Saturday, October 11, 2008

When Colleges Can't Make Payroll

At Snarkmarket, Robin asks, "How has the stock market’s precipitous plunge affected college endowments, especially the titanic ones, e.g. Harvard and Yale? Will it affect their scholarship programs — many of which are generous and new? Or did Harvard’s legendary money managers somehow manage to beat the market again?"

As a partial answer, the Chronicle of Higher Education has an article in the current issue on budget-tightening efforts by the President of Emory University:

Emory’s administrative budgets are not expected to increase for the 2010 fiscal year, he says. Because the university wants to continue to offer faculty raises and competitive salaries, its schools and departments need to think about other areas they can trim now to offset those expenditures in the next budget.

Mr. Wagner suggests departments could let empty positions stay open and cut back on special events or travel expenses.

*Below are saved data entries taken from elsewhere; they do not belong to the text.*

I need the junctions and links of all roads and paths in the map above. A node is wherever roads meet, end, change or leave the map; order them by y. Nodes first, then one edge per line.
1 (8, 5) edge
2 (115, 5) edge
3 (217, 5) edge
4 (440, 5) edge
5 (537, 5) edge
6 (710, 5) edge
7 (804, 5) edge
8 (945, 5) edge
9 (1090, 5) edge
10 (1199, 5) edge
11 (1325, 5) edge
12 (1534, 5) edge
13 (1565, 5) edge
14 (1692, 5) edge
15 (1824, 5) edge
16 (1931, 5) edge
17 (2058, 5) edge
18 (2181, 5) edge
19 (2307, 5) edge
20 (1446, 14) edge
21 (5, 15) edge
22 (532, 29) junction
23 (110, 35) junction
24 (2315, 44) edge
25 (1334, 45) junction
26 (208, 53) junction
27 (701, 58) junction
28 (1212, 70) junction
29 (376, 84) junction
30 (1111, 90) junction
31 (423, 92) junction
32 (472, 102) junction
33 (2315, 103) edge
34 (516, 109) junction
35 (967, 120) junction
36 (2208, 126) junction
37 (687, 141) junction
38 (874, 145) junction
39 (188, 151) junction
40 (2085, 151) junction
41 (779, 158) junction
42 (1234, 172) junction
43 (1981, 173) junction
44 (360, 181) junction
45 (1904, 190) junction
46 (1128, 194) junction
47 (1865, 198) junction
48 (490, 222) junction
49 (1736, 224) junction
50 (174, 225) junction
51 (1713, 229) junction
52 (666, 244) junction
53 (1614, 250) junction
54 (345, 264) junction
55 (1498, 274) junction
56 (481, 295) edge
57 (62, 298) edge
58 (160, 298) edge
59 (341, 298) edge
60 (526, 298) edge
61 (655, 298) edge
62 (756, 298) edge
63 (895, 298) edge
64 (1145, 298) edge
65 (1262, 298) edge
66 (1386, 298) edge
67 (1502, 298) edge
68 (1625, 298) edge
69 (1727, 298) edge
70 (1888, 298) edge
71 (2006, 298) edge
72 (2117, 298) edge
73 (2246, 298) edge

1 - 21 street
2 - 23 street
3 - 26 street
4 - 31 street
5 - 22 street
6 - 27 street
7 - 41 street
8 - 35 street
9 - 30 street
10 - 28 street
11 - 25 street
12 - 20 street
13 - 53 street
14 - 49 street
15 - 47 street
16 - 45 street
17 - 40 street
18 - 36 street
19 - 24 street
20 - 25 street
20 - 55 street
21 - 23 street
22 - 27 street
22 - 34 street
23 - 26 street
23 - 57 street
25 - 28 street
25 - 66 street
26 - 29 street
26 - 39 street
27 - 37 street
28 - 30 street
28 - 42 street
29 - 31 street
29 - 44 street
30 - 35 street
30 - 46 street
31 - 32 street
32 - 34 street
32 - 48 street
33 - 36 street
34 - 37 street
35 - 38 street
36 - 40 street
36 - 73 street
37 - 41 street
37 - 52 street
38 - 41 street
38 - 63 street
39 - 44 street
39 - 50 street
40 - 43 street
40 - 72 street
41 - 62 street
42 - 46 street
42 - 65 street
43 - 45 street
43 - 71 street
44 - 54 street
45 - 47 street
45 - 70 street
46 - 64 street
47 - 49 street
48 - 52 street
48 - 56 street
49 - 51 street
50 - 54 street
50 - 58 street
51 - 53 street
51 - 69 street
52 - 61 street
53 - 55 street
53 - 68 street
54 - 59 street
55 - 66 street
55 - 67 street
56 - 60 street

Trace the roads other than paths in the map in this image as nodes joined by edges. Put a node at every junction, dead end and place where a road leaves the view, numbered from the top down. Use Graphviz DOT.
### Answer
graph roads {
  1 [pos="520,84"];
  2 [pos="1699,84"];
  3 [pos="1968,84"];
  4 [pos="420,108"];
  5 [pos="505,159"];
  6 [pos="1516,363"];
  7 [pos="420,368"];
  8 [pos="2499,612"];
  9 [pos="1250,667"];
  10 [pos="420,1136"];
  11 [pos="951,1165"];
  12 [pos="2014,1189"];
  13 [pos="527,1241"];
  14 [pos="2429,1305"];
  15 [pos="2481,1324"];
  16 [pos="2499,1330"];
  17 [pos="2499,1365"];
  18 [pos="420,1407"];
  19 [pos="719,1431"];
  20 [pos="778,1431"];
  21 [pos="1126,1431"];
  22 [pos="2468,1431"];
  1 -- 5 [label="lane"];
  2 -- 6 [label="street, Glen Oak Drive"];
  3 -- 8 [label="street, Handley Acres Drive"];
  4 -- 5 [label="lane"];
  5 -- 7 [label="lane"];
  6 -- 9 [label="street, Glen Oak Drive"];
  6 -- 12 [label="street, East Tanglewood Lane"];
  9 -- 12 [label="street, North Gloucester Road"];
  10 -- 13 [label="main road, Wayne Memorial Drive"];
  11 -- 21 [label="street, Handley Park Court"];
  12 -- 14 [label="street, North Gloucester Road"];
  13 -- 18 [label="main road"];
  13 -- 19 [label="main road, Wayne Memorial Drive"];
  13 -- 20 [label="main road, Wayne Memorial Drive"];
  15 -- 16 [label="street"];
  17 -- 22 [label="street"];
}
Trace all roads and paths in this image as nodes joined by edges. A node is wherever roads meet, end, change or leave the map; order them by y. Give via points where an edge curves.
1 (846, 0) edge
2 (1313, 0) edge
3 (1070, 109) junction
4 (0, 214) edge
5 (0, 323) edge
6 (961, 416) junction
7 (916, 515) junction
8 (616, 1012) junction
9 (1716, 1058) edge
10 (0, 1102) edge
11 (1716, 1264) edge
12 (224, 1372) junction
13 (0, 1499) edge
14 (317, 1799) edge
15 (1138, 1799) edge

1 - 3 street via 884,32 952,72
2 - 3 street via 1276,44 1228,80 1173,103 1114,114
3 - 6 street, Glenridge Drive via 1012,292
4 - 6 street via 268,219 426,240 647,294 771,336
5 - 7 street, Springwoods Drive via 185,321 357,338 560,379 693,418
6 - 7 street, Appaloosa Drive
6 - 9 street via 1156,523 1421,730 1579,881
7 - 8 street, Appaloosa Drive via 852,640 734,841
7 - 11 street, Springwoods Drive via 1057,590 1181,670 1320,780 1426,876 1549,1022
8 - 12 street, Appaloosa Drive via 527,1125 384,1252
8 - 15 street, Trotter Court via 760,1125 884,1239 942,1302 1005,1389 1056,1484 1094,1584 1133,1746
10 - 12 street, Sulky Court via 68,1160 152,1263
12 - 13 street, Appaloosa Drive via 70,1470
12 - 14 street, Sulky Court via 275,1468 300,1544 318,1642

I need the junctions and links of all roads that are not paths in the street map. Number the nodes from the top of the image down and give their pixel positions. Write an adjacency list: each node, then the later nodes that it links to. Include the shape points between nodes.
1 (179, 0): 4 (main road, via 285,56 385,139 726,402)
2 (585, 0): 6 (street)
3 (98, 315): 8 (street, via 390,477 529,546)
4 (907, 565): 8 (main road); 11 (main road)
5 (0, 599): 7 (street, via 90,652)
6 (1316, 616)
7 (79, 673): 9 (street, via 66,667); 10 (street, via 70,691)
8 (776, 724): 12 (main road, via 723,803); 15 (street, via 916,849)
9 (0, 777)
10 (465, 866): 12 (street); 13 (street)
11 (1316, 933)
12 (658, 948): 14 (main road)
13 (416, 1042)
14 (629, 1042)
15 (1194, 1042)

He also suggests reducing paper usage, even forgoing holiday cards, “though abundant good cheer is necessary,” he says.
I thought this last note was a very sunny-side-up way to look at things:
Emory has no plans to slow down the $1.6-billion fund-raising campaign that kicked off its public phase last month and has raised $838-million in the past three years, Mr. Wagner says.

“If anything,” he writes, “now is the time to redouble our efforts to secure private funding for our future and to offer opportunities for donors to invest in ways that produce dividends of the sort not available in financial markets.”
Although it's pretty obvious that when a financial crisis reduces wealth and tightens credit, it tightens philanthropy too.

Again, huge numbers aside, it may not be the Harvards and Yales who are the real story here, but the institutions trying to compete with them with much smaller endowments who have felt pressured to step up their fundraising, spending, and financial aid packages to stay in the mix. For example, see another good article from The Chronicle: "Bank Freeze Leaves Hundreds of Colleges Cut Off From Short-Term Funds":
Wachovia Bank has frozen the accounts of nearly 1,000 colleges, leaving institutions unable to access billions of dollars they depend on for salaries, campus construction, and debt payments.

The move could cause other ripples, as Moody's Investors Service announced it would review the credit impact of the bank's decision on the many rated institutions participating in Wachovia's short-term investment fund.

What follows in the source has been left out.